ASSIGNMENT => Filter the entries that follow, copying every line in which the word "edge" appears.
____ RECORDS FOR THIS EXERCISE
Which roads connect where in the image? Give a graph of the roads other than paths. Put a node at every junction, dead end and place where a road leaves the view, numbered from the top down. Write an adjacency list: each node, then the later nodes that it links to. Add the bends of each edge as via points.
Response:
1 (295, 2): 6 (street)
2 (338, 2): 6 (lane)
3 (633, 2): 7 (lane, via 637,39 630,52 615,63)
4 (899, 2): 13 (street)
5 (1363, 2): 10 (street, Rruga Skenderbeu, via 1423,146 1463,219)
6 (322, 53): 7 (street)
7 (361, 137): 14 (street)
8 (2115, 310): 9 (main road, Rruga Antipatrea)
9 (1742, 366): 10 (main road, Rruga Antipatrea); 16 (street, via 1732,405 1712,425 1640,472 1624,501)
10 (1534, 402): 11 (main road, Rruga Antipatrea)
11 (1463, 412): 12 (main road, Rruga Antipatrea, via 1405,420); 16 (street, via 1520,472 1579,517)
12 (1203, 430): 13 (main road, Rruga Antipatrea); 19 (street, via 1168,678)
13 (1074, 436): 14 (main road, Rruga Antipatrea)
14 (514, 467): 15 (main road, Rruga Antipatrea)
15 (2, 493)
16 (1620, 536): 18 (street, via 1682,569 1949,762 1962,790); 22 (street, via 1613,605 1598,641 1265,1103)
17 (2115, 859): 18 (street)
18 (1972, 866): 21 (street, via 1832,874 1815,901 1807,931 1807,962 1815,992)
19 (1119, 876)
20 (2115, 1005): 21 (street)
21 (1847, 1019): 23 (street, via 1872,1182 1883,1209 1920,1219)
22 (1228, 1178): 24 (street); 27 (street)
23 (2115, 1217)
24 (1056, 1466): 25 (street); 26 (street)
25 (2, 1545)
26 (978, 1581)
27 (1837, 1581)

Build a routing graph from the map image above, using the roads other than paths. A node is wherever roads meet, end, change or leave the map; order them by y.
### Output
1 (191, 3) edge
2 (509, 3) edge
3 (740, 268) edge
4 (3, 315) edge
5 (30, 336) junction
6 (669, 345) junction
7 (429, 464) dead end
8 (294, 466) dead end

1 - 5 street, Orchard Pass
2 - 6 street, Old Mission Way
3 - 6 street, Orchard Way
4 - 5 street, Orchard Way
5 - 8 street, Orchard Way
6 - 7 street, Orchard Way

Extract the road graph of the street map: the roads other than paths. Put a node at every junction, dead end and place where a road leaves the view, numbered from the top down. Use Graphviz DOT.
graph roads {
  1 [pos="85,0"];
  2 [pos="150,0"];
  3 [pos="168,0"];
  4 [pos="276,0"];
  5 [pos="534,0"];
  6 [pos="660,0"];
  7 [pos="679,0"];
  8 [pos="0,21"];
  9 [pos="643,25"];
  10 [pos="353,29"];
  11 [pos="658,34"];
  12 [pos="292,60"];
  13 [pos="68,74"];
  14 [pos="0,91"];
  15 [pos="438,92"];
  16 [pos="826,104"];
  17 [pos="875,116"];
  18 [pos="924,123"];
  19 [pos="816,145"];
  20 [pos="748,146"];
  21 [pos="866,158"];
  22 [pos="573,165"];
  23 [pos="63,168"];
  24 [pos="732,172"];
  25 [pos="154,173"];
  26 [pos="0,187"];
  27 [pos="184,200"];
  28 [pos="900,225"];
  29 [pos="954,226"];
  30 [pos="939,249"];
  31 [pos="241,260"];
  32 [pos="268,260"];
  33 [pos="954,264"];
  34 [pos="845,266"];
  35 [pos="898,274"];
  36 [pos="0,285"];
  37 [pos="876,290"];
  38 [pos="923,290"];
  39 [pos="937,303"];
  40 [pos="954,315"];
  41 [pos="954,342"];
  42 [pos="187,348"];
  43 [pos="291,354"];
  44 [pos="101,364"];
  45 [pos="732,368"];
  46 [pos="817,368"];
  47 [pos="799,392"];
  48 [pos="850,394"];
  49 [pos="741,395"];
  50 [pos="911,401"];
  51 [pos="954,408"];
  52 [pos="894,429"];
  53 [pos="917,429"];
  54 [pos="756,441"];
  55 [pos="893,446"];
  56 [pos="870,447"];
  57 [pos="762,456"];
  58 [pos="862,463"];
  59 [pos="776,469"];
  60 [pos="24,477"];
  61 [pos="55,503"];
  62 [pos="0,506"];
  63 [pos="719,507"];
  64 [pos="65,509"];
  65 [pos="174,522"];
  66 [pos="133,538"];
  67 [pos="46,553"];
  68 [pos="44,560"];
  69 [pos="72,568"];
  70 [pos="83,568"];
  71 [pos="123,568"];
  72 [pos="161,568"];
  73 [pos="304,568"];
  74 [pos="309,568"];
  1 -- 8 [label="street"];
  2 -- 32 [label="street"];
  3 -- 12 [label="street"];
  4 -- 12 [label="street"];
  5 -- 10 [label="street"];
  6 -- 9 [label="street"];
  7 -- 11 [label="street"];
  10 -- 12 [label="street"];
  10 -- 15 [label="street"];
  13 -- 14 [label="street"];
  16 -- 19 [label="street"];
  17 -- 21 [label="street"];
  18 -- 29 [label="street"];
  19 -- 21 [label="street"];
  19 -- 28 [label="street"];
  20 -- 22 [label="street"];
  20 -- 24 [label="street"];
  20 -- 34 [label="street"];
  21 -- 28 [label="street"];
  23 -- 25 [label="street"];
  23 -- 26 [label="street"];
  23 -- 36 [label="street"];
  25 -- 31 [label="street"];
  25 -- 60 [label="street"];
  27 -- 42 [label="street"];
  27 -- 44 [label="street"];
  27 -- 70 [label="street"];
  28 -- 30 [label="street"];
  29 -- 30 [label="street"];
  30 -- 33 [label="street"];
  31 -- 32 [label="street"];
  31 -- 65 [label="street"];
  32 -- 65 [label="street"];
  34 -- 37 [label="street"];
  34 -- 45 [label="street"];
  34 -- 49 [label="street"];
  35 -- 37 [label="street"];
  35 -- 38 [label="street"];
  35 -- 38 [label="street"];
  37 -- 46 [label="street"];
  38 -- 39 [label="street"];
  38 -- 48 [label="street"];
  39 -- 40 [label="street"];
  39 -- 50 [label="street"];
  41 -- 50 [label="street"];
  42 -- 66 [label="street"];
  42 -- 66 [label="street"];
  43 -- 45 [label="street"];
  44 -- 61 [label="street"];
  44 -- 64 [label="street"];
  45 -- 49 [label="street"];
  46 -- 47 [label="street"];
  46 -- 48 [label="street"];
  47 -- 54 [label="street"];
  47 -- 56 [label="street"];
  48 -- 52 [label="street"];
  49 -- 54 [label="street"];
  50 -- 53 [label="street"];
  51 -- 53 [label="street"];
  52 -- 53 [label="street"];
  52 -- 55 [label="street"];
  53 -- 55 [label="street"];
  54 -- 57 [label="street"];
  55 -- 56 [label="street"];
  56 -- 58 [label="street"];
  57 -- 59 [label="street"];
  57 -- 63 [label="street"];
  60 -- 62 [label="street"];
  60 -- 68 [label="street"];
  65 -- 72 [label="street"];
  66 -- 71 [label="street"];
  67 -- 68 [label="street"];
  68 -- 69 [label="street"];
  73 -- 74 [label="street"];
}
________
RESULT BELOW =>
Which roads connect where in the image? Give a graph of the roads other than paths. Put a node at every junction, dead end and place where a road leaves the view, numbered from the top down. Write an adjacency list: each node, then the later nodes that it links to. Add the bends of each edge as via points.
1 (191, 3) edge
2 (509, 3) edge
3 (740, 268) edge
4 (3, 315) edge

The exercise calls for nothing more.